**Task to complete**
The pictures are to be left out, and all remaining data is to be transcribed exactly as it appears.

+++ Material for this exercise +++

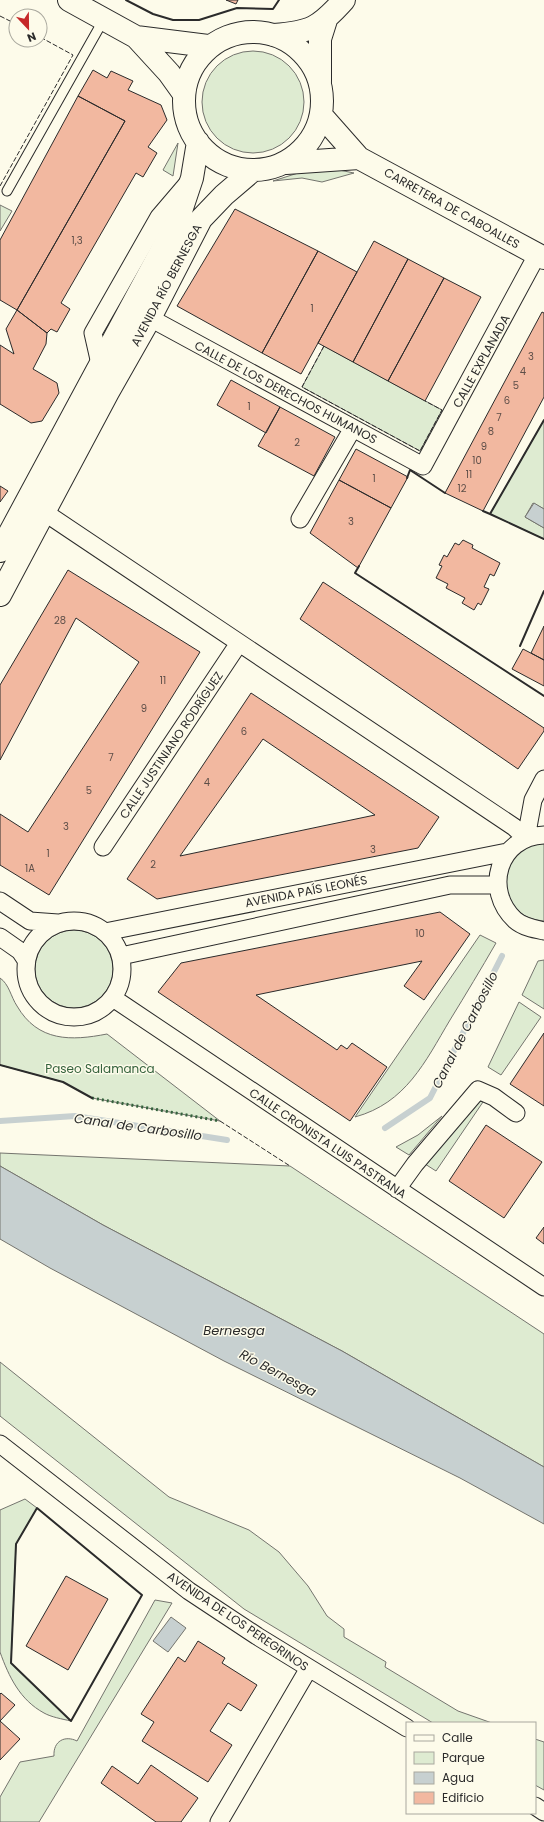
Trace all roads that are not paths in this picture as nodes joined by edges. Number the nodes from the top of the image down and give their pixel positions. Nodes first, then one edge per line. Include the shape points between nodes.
1 (69, 0) edge
2 (344, 0) edge
3 (104, 19) junction
4 (326, 20) junction
5 (274, 35) junction
6 (136, 37) junction
7 (208, 46) junction
8 (320, 81) junction
9 (184, 94) junction
10 (321, 115) junction
11 (198, 142) junction
12 (360, 158) junction
13 (286, 163) junction
14 (252, 171) junction
15 (7, 191) dead end
16 (540, 256) edge
17 (150, 318) junction
18 (100, 379) junction
19 (353, 428) junction
20 (423, 466) joint
21 (44, 512) junction
22 (300, 519) dead end
23 (0, 551) edge
24 (0, 595) edge
25 (239, 643) junction
26 (544, 779) edge
27 (544, 835) edge
28 (526, 838) junction
29 (103, 847) dead end
30 (507, 852) junction
31 (498, 885) junction
32 (0, 901) edge
33 (58, 923) junction
34 (544, 931) edge
35 (106, 932) junction
36 (0, 937) edge
37 (121, 956) junction
38 (26, 960) junction
39 (113, 998) junction
40 (516, 1113) dead end
41 (397, 1189) junction
42 (544, 1287) edge
43 (0, 1444) edge
44 (309, 1668) junction
45 (406, 1727) edge
46 (219, 1822) edge

1 - 3 main road
2 - 4 main road
3 - 6 main road
3 - 15 lane
4 - 5 main road via 311,29
4 - 8 main road via 320,39
5 - 7 main road via 252,32 228,36
5 - 8 main road via 293,45 310,61
6 - 7 main road
6 - 9 main road
7 - 9 main road via 188,76
8 - 10 main road via 323,98
9 - 11 main road via 190,127
10 - 12 main road, CARRETERA DE CABOALLES
10 - 13 main road via 314,133 303,149
11 - 14 main road via 210,157 220,163 239,170
11 - 18 main road, AVENIDA RÍO BERNESGA via 192,178 178,220
12 - 13 main road
12 - 16 main road, CARRETERA DE CABOALLES
13 - 14 main road via 265,170
14 - 17 main road, AVENIDA RÍO BERNESGA via 201,219
16 - 20 street, CALLE EXPLANADA
17 - 18 main road, AVENIDA RÍO BERNESGA
17 - 19 street, CALLE DE LOS DERECHOS HUMANOS
18 - 21 main road
18 - 23 main road
19 - 20 street, CALLE DE LOS DERECHOS HUMANOS
19 - 22 street
21 - 24 main road
21 - 25 street
25 - 28 street via 514,827
25 - 29 street, CALLE JUSTINIANO RODRÍGUEZ
26 - 28 street via 533,800
27 - 28 street
28 - 30 street
30 - 31 street via 498,872
30 - 35 street, AVENIDA PAÍS LEONÉS
31 - 34 street via 504,906 516,921 529,928
31 - 37 street, AVENIDA PAÍS LEONÉS via 450,885
32 - 33 street via 30,921
33 - 35 street via 74,920 91,924
33 - 38 street via 43,932 32,944
35 - 37 street
36 - 38 street via 20,951
37 - 39 street via 122,978
38 - 39 street via 26,977 32,993 42,1006 57,1015 74,1018 90,1015 103,1008
39 - 41 street, CALLE CRONISTA LUIS PASTRANA
40 - 41 street via 494,1096 478,1090
41 - 42 street, CALLE CRONISTA LUIS PASTRANA
43 - 44 street, AVENIDA DE LOS PEREGRINOS via 190,1591
44 - 45 street, AVENIDA DE LOS PEREGRINOS
44 - 46 street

+++

**Reply to the task**
Trace all roads that are not paths in this picture as nodes joined by edges. Number the nodes from the top of the image down and give their pixel positions. Nodes first, then one edge per line. Include the shape points between nodes.
1 (69, 0) edge
2 (344, 0) edge
3 (104, 19) junction
4 (326, 20) junction
5 (274, 35) junction
6 (136, 37) junction
7 (208, 46) junction
8 (320, 81) junction
9 (184, 94) junction
10 (321, 115) junction
11 (198, 142) junction
12 (360, 158) junction
13 (286, 163) junction
14 (252, 171) junction
15 (7, 191) dead end
16 (540, 256) edge
17 (150, 318) junction
18 (100, 379) junction
19 (353, 428) junction
20 (423, 466) joint
21 (44, 512) junction
22 (300, 519) dead end
23 (0, 551) edge
24 (0, 595) edge
25 (239, 643) junction
26 (544, 779) edge
27 (544, 835) edge
28 (526, 838) junction
29 (103, 847) dead end
30 (507, 852) junction
31 (498, 885) junction
32 (0, 901) edge
33 (58, 923) junction
34 (544, 931) edge
35 (106, 932) junction
36 (0, 937) edge
37 (121, 956) junction
38 (26, 960) junction
39 (113, 998) junction
40 (516, 1113) dead end
41 (397, 1189) junction
42 (544, 1287) edge
43 (0, 1444) edge
44 (309, 1668) junction
45 (406, 1727) edge
46 (219, 1822) edge

1 - 3 main road
2 - 4 main road
3 - 6 main road
3 - 15 lane
4 - 5 main road via 311,29
4 - 8 main road via 320,39
5 - 7 main road via 252,32 228,36
5 - 8 main road via 293,45 310,61
6 - 7 main road
6 - 9 main road
7 - 9 main road via 188,76
8 - 10 main road via 323,98
9 - 11 main road via 190,127
10 - 12 main road, CARRETERA DE CABOALLES
10 - 13 main road via 314,133 303,149
11 - 14 main road via 210,157 220,163 239,170
11 - 18 main road, AVENIDA RÍO BERNESGA via 192,178 178,220
12 - 13 main road
12 - 16 main road, CARRETERA DE CABOALLES
13 - 14 main road via 265,170
14 - 17 main road, AVENIDA RÍO BERNESGA via 201,219
16 - 20 street, CALLE EXPLANADA
17 - 18 main road, AVENIDA RÍO BERNESGA
17 - 19 street, CALLE DE LOS DERECHOS HUMANOS
18 - 21 main road
18 - 23 main road
19 - 20 street, CALLE DE LOS DERECHOS HUMANOS
19 - 22 street
21 - 24 main road
21 - 25 street
25 - 28 street via 514,827
25 - 29 street, CALLE JUSTINIANO RODRÍGUEZ
26 - 28 street via 533,800
27 - 28 street
28 - 30 street
30 - 31 street via 498,872
30 - 35 street, AVENIDA PAÍS LEONÉS
31 - 34 street via 504,906 516,921 529,928
31 - 37 street, AVENIDA PAÍS LEONÉS via 450,885
32 - 33 street via 30,921
33 - 35 street via 74,920 91,924
33 - 38 street via 43,932 32,944
35 - 37 street
36 - 38 street via 20,951
37 - 39 street via 122,978
38 - 39 street via 26,977 32,993 42,1006 57,1015 74,1018 90,1015 103,1008
39 - 41 street, CALLE CRONISTA LUIS PASTRANA
40 - 41 street via 494,1096 478,1090
41 - 42 street, CALLE CRONISTA LUIS PASTRANA
43 - 44 street, AVENIDA DE LOS PEREGRINOS via 190,1591
44 - 45 street, AVENIDA DE LOS PEREGRINOS
44 - 46 street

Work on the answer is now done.